Group medical insurance plans will also include robust plans.  The Affordable Care Act requires coverage for certain essential benefits.  There are also caps on the out of pocket expenses that these plans can force employees to pay.

Employers use benefit brokers and consultants to help set up their packages and leverage the insurance companies for the best plans and rates available.  This helps keep costs down for everyone.

With group insurance, there are several entities that have an interest in keeping the cost of the plan as low as possible.  Because of this, many plans have robust case management programs to help employees get the most effective care possible when there is a significant medical need.
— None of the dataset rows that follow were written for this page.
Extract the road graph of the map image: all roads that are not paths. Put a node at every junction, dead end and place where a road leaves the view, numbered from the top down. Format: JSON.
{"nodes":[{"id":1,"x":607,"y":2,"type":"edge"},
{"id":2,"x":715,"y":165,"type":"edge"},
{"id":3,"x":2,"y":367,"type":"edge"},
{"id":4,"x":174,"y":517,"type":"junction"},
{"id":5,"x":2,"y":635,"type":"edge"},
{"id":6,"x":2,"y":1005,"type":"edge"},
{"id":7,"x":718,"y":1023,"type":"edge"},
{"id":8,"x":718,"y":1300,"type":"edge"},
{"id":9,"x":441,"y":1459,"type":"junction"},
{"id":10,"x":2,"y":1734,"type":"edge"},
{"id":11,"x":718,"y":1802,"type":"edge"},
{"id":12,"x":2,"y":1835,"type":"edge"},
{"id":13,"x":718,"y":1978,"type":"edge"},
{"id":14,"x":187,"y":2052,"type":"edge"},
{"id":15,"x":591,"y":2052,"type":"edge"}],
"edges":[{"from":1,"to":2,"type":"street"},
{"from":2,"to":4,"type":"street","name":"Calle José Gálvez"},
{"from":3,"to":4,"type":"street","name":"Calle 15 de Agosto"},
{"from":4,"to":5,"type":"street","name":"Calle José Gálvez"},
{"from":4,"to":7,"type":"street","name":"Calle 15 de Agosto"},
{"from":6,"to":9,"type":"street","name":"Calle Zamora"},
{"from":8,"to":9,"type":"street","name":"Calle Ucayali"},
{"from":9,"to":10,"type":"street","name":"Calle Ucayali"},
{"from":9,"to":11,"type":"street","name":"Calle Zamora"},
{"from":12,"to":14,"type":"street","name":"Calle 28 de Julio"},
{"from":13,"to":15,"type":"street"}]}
What are the Limitations of Group Health Insurance?

With a group plan the employee is stuck with the options that the employer has chosen.  A lot of thought goes into the benefit decisions, but the plans are not the best way for all employees to meet their budgetary and medical needs.  Maybe you’d like a lower deductible.  Or maybe you’d like lower premiums.  With an employer based plan, you must choose what your company has chosen for you.

Employers do not always pay very much of the premium for coverage for a spouse or children.  Even with the subsidy that your company pays for your coverage, it may still be less expensive to go elsewhere to find a family plan.

Doing a cost-benefit analysis can help determine if a group health insurance plan is right for you.  Before enrolling, make sure to check out your other options on the individual market or health insurance exchanges.  There are good options available.